For server-rendered apps, Nuxt.js inserts itself as middleware into your existing server. Single-page applications generated with Nuxt.js can be run either with a server or, if you prefer, without, in a kind of hybrid mode somewhere between server-rendered and statically generated. In this serverless hybrid mode, statically generated apps create their HTML and assets at build time.

Employing any of the three modes for a project requires just a few commands. There’s no complex configuration needed; Nuxt.js takes care of it all behind the scenes.

While all of the foregoing is possible with the base framework, Nuxt.js also supports additional modules to extend its functionality, allowing you to build apps of any complexity in a wide variety of configurations.

Static websites (JAM stack)

Statically generated websites built using Nuxt.js are faster, easier to build and more SEO-optimized than competitors like Next.js. The possibilities are many, and you can find examples of JAM stack websites built with Nuxt.js all over the internet.

A single nuxt generate command starts Nuxt.js automatically creating HTML for each of its defined routes at build time.

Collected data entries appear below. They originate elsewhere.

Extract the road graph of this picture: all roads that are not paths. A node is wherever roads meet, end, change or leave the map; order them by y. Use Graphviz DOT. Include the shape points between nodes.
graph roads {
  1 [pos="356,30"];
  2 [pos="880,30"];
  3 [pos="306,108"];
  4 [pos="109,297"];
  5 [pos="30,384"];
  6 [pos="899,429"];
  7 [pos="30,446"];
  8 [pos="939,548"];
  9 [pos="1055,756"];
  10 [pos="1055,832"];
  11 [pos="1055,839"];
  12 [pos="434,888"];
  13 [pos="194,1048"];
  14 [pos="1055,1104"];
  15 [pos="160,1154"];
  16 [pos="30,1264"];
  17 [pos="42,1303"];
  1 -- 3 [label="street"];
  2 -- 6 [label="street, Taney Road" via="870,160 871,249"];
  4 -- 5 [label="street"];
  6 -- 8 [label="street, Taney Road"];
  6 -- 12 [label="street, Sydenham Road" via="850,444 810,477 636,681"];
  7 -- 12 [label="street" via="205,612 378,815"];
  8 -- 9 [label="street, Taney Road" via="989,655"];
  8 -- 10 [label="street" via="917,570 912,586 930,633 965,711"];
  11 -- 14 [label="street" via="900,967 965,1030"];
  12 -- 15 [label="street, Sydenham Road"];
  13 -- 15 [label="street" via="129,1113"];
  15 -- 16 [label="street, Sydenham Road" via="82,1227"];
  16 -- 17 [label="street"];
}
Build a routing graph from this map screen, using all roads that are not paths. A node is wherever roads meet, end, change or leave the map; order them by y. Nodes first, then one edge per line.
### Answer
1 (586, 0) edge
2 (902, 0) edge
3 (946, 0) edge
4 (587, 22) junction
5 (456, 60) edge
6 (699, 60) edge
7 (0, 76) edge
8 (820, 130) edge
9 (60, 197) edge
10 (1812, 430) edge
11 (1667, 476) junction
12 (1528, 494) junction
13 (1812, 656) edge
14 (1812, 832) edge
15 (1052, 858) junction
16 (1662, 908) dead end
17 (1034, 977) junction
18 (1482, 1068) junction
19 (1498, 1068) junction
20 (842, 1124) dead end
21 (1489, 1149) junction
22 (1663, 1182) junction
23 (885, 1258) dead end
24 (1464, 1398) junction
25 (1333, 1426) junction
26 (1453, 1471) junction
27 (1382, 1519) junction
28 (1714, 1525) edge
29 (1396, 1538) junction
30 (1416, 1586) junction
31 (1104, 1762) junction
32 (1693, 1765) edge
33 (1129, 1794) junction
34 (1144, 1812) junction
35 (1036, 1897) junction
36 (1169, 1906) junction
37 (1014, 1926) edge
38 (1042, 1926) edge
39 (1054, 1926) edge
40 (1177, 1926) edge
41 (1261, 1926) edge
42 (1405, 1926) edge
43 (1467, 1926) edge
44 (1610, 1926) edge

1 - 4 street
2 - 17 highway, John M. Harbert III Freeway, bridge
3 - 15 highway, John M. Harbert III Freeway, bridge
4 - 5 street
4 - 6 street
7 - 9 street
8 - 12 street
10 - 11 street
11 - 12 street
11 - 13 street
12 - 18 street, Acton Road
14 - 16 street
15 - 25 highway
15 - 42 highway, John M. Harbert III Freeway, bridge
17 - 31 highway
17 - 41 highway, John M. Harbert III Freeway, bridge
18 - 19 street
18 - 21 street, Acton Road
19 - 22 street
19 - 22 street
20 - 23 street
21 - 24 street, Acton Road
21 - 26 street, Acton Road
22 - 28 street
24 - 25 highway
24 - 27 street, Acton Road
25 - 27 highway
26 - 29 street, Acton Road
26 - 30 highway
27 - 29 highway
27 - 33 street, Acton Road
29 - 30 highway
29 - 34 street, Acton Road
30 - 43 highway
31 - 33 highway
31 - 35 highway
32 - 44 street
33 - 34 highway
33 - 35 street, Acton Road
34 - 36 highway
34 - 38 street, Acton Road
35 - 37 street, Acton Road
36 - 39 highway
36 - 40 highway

How can I deploy a Nuxt.js app?

As we mentioned earlier, there are three main approaches to deploying a Nuxt.js app: server-rendered, single-page application and statically generated.

For a server-side-rendered or "universal” deployment, Nuxt.js projects must be built first and then started, using the following two commands:

nuxt build nuxt start

For single-page applications whose content is updated at run time (via real-time API calls), projects must be built first, with content generated automatically after the build. Depending on whether you want the app to run server-side, either set Nuxt.js to SPA mode or just run build:

To run Nuxt.js in SPA mode

nuxt build --spa

For SSR apps

nuxt build

For a statically generated deployment, projects must generate static files so they can be hosted without a server. Depending on the Nuxt.js version, this is done via the following commands:

For Nuxt > = 2.13 - after adding target: static to nuxt.config

nuxt build && nuxt export

For Nuxt < = 2.12

nuxt generate


If approachability and efficiency top your priority list when choosing a framework, Nuxt.js is perfect for you. At its core, Nuxt.js aims to minimize the learning curve and developer effort involved in building SSR or static websites.

From building routes to setting up an auto-updating server, Nuxt.js handles trivial tasks so you don’t have to. Paired with Vue.js, it brings to your projects a less opinionated syntax and a modular component structure. This is accompanied by unparalleled performance, accessibility and search engine optimization. However, it isn’t perfect; Nuxt.js’s comparative youth means that its community and talent prospects are not as strong as competitors like Next.js.

Nuxt.js makes development easy for developers of all skill levels. Its versatility speaks for itself. In this age of specialized frameworks, it can be whatever you want it to be.